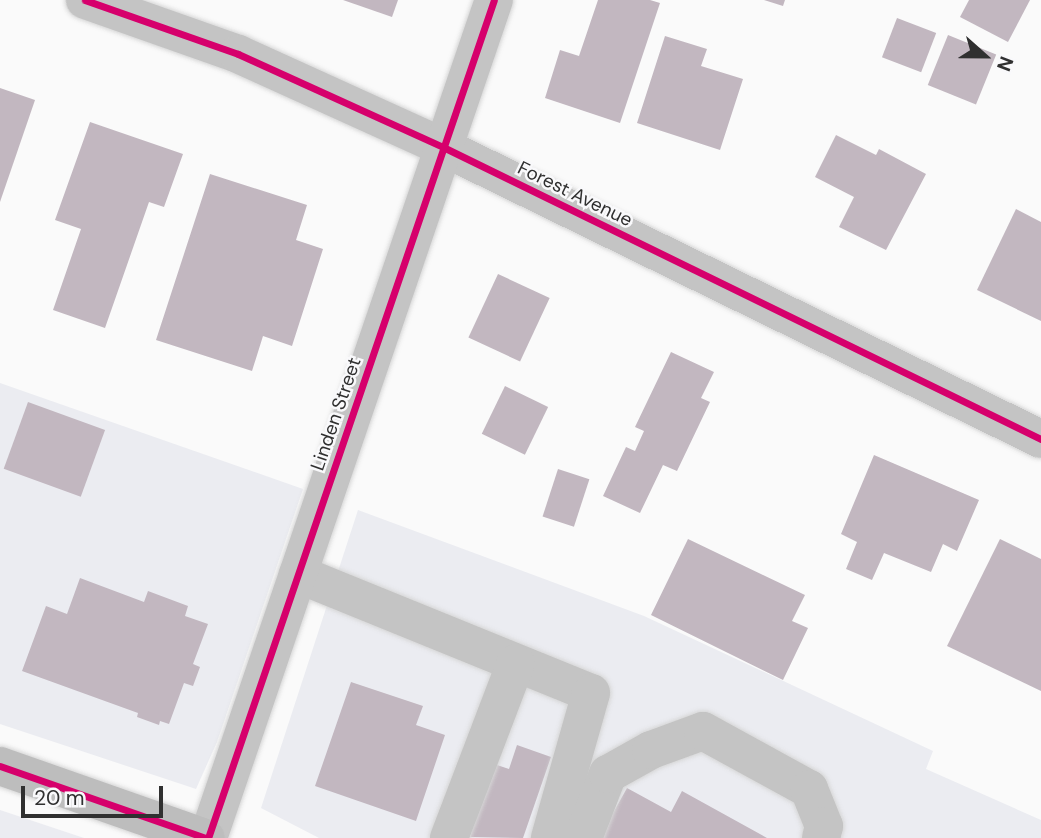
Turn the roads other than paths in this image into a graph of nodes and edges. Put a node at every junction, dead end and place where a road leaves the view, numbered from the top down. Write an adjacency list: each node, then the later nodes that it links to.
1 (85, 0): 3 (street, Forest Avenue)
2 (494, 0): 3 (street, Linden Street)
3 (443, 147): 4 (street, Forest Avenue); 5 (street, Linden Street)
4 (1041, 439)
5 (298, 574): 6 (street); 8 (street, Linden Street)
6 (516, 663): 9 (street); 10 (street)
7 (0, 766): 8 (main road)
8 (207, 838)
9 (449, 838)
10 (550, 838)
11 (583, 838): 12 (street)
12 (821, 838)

☆ ☆ ☆ ☆ ☆

* _WHAT TO DO_
Repeat the material exactly, without images.

* _SOLUTION TO THIS EXERCISE_
Turn the roads other than paths in this image into a graph of nodes and edges. Put a node at every junction, dead end and place where a road leaves the view, numbered from the top down. Write an adjacency list: each node, then the later nodes that it links to.
1 (85, 0): 3 (street, Forest Avenue)
2 (494, 0): 3 (street, Linden Street)
3 (443, 147): 4 (street, Forest Avenue); 5 (street, Linden Street)
4 (1041, 439)
5 (298, 574): 6 (street); 8 (street, Linden Street)
6 (516, 663): 9 (street); 10 (street)
7 (0, 766): 8 (main road)
8 (207, 838)
9 (449, 838)
10 (550, 838)
11 (583, 838): 12 (street)
12 (821, 838)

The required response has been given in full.